April 2014, Kyiv. One of the darkest and oldest prisons of Europe, known as “Lukianivka,” has never experienced a touch of modern art on its walls. These premises were brightened by images created by two famous French and Ukrainian artists together with children who are detained there. For one day, 13 teenagers had a chance to go back to their childhood and for, maybe just a moment, forget about the place that became their home for now…

For the second year in a row, the European Commission is supporting a joint initiative of UNICEF Ukraine and the French Institute in Ukraine, aimed at raising public awareness about the rights of marginalized and vulnerable groups of children, particularly those in conflict and contact with the law. Very few know that there are children in “Lukianivska” detention facility. While these teens are waiting for the court’s decision, their life goes on, surrounded by grey walls and small barred windows in their cells.

“Children and youth who are placed in detention facilities have the right to develop their talents and skills, to express themselves though art, just like all children.” – said Yukie Mokuo, UNICEF Ukraine Representative.

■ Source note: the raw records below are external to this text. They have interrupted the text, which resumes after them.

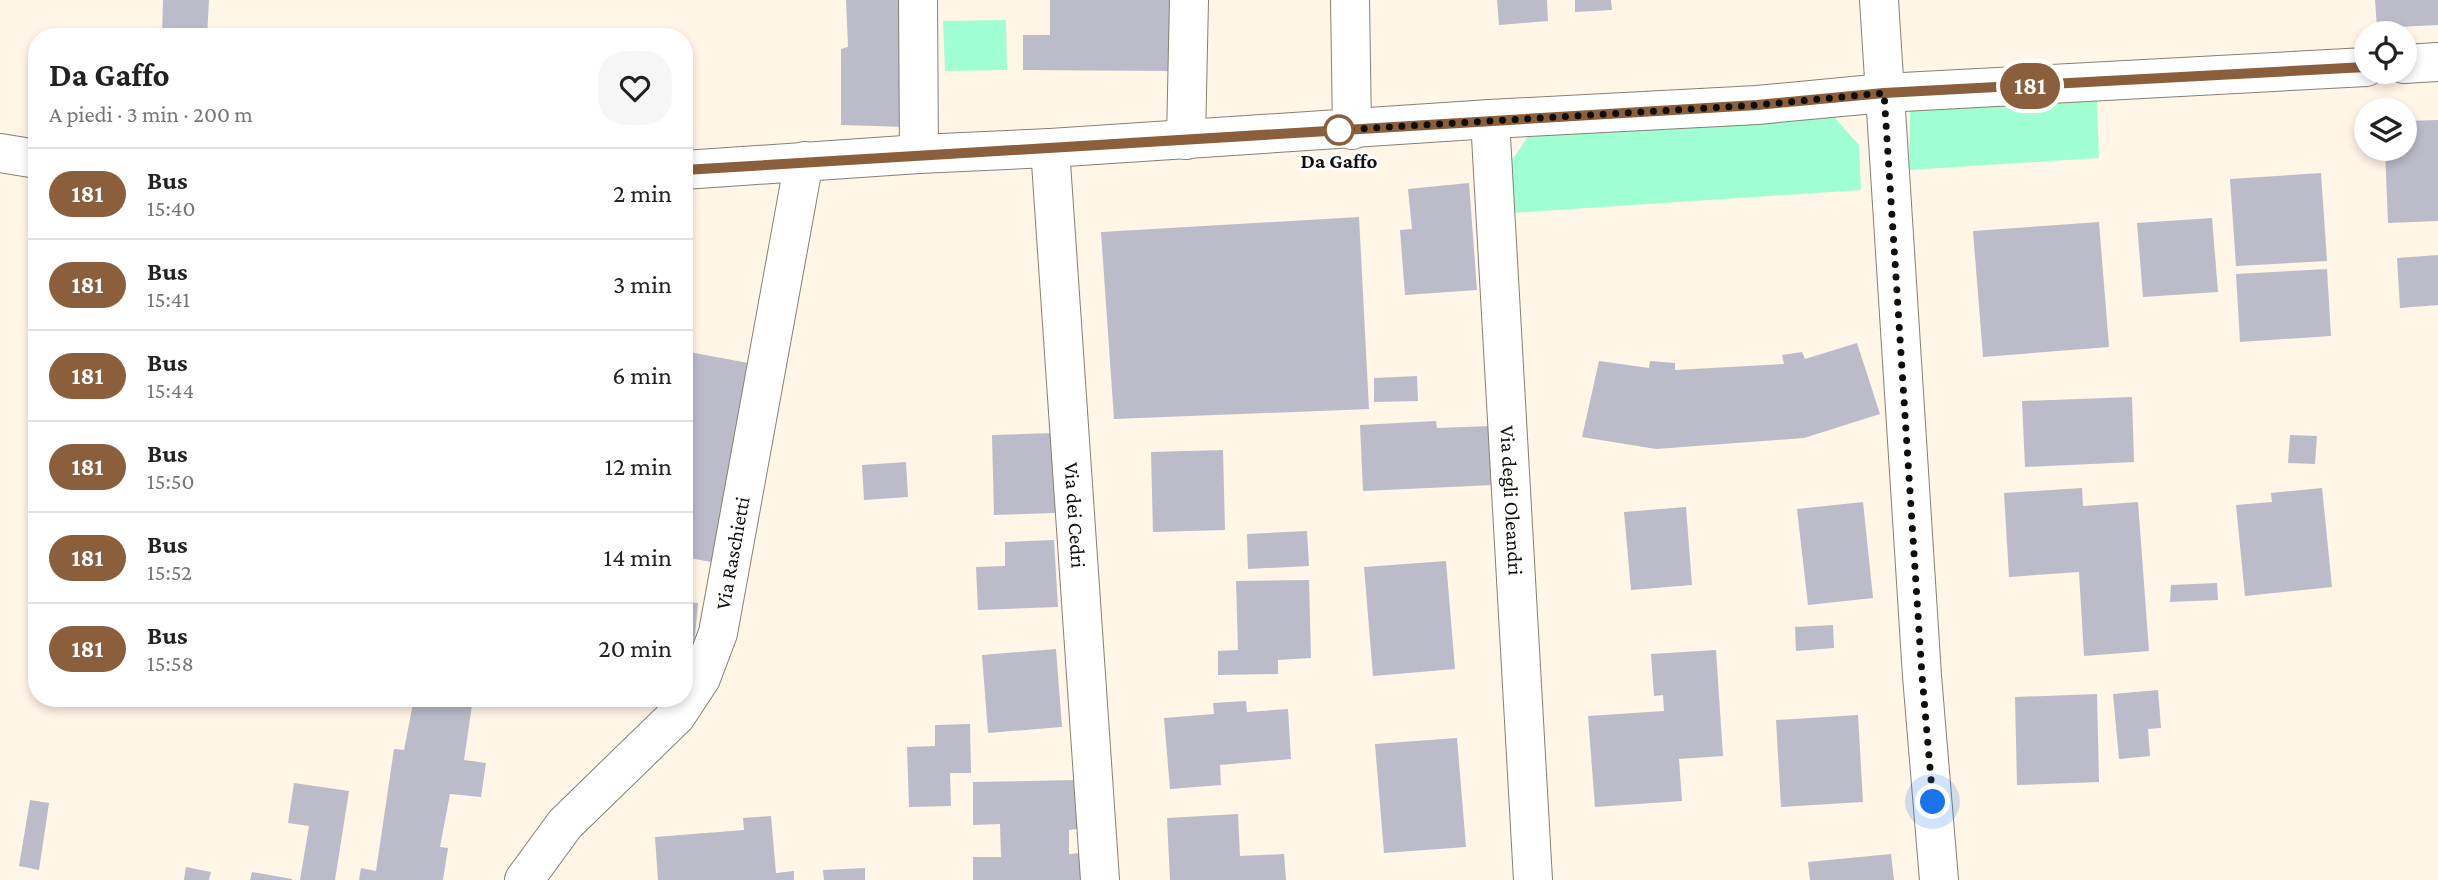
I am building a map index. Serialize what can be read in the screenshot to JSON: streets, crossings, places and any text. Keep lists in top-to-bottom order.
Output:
{
  "streets": {
    "street": ["Via degli Oleandri", "Via dei Cedri", "Via Raschietti"]
  },
  "places": ["Da Gaffo"],
  "lines": ["bus line 181"],
  "page": {
    "on_map": "181",
    "heading": ["Da Gaffo", "A piedi · 3 min · 200 m"],
    "list": [
      {
        "mark": "181",
        "name": "Bus",
        "note": "15:40",
        "value": "2 min"
      },
      {
        "mark": "181",
        "name": "Bus",
        "note": "15:41",
        "value": "3 min"
      },
      {
        "mark": "181",
        "name": "Bus",
        "note": "15:44",
        "value": "6 min"
      },
      {
        "mark": "181",
        "name": "Bus",
        "note": "15:50",
        "value": "12 min"
      },
      {
        "mark": "181",
        "name": "Bus",
        "note": "15:52",
        "value": "14 min"
      },
      {
        "mark": "181",
        "name": "Bus",
        "note": "15:58",
        "value": "20 min"
      }
    ]
  }
}
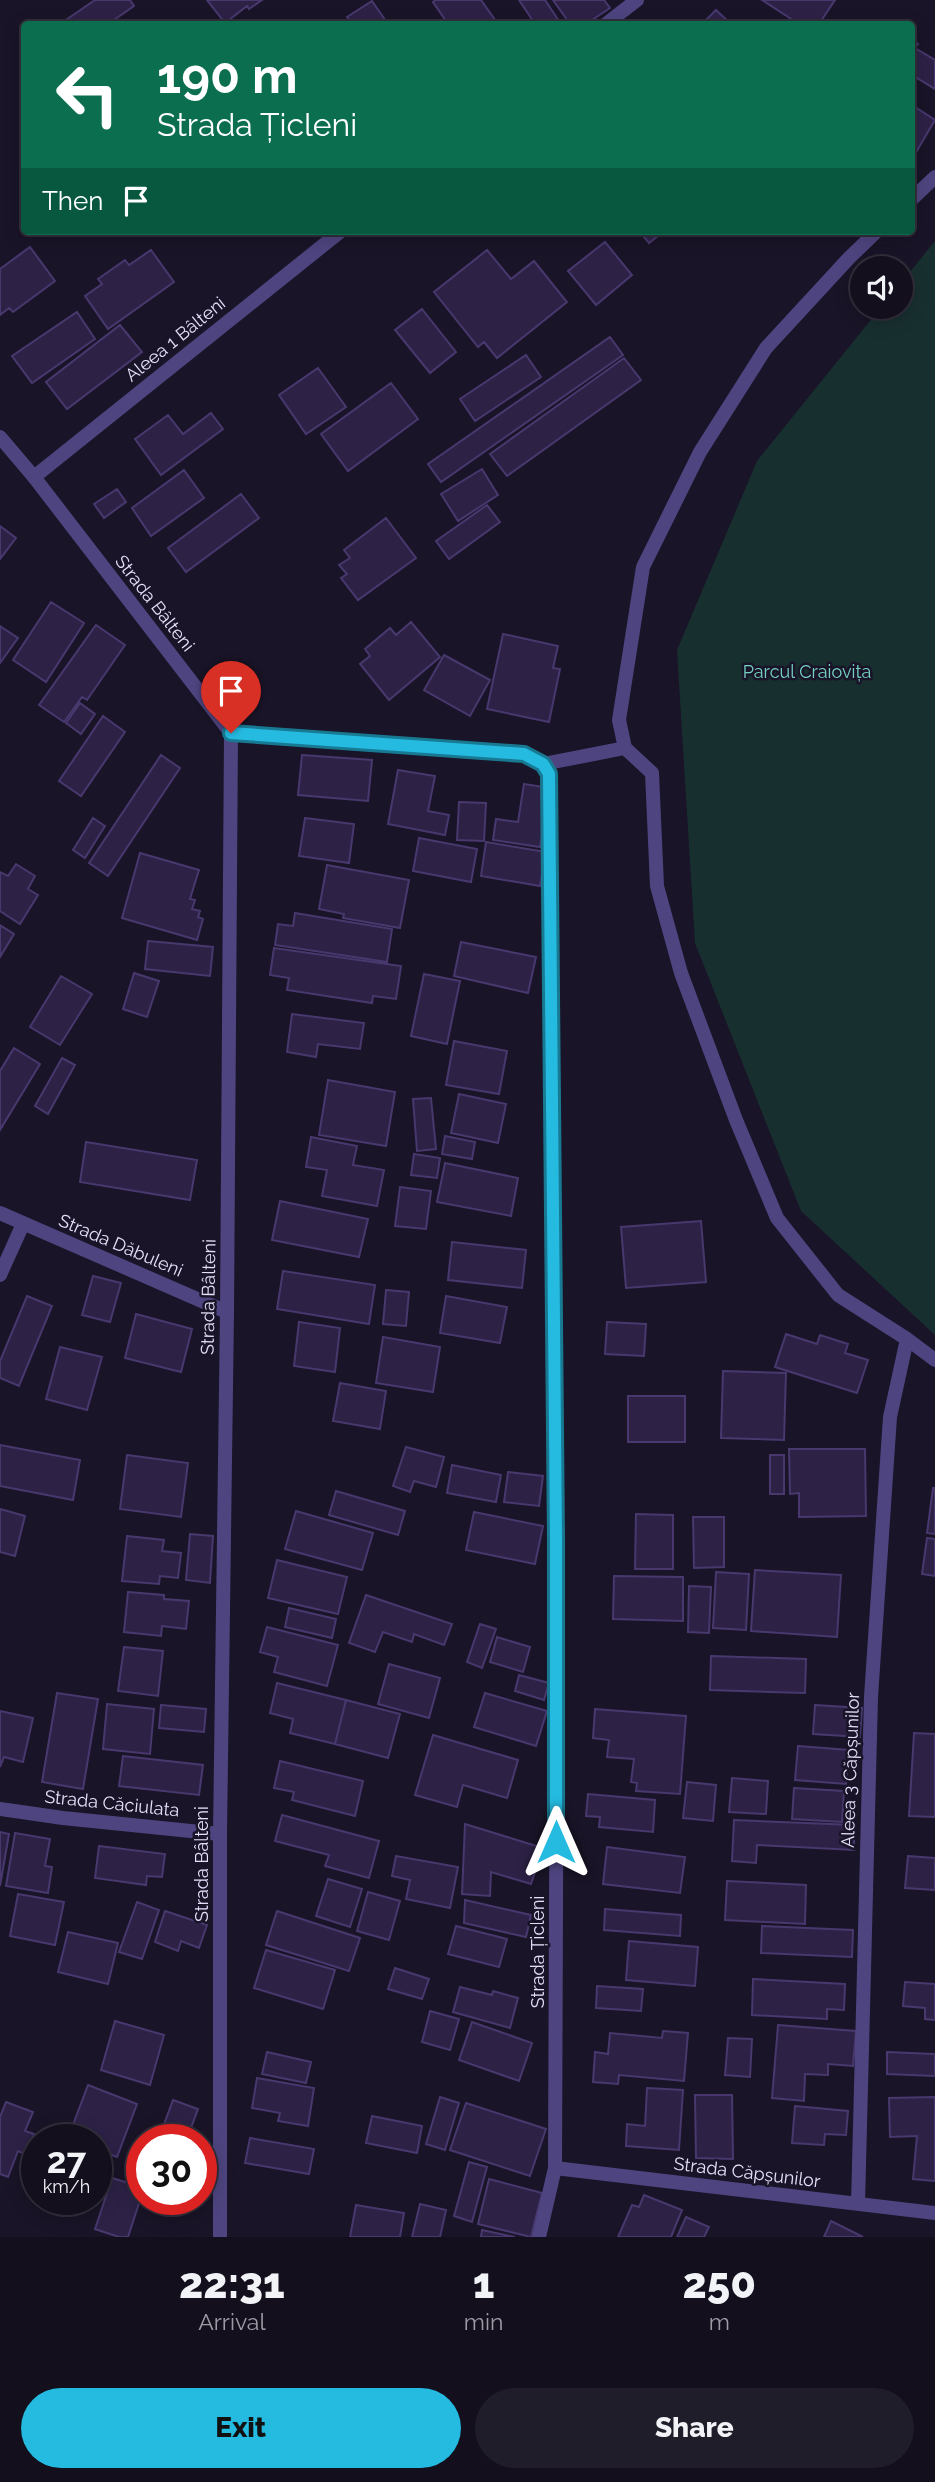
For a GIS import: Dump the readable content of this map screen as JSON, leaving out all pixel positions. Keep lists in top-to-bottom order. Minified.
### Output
{"streets":{"street":["Aleea 1 Bâlteni","Strada Bâlteni","Strada Dăbuleni","Aleea 3 Căpșunilor","Strada Căciulata","Strada Țicleni","Strada Căpșunilor"]},"crossings":[["Aleea 1 Bâlteni","Strada Bâlteni"],["Strada Bâlteni","Strada Dăbuleni"],["Strada Bâlteni","Strada Căciulata"],["Aleea 3 Căpșunilor","Strada Căpșunilor"],["Strada Țicleni","Strada Căpșunilor"]],"parks":["Parcul Craiovița"],"page":{"turn":["190 m","Strada Țicleni"],"then":"Then","speed":"27 km/h","limit":"30","eta":["22:31","Arrival","1","min","250","m"],"buttons":["Exit","Share"]}}
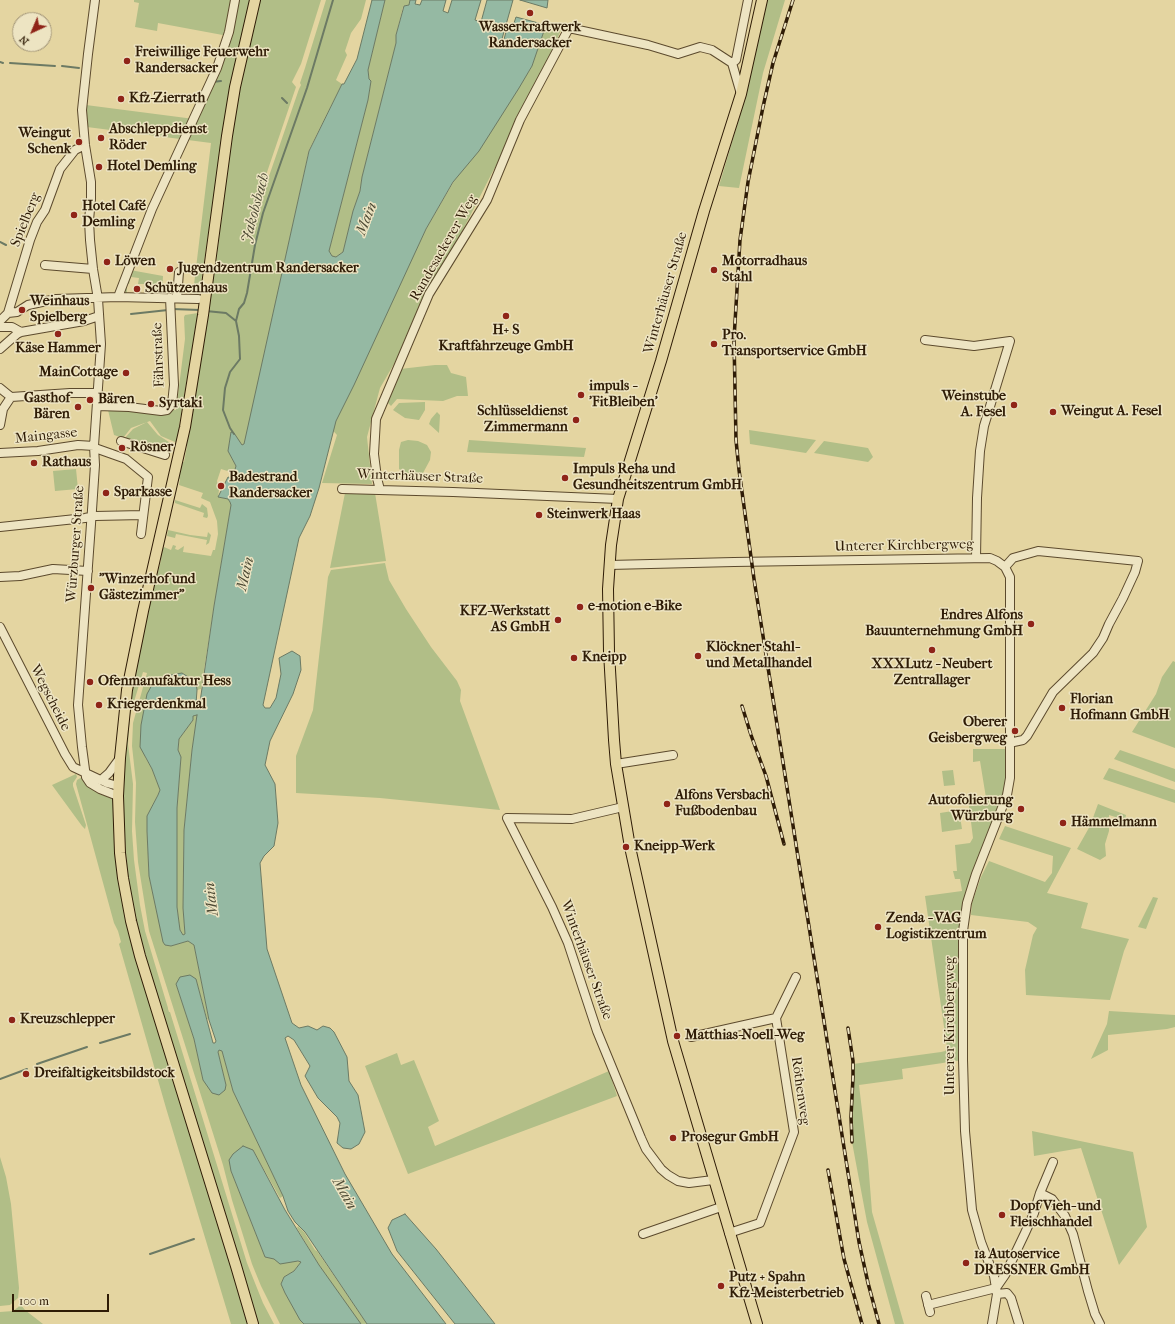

UNICEF has initiated this art project in partnership with the State Penitentiary Service of Ukraine and with participation of the French muralist Julien (Seth) Malland and Ukrainian artist Aleksey Kislow. Together with the 13 teens, artists painted the walls of one of the walking areas. Children had a chance to learn from Julien and Aleksey about street art culture, and admired examples of their paintings from all around the world. “The space used for waking was so grey and sad. With Aleksey, we tried to broaden this space by drawing some bright images on the walls” – said Jullien “Seth” Malland.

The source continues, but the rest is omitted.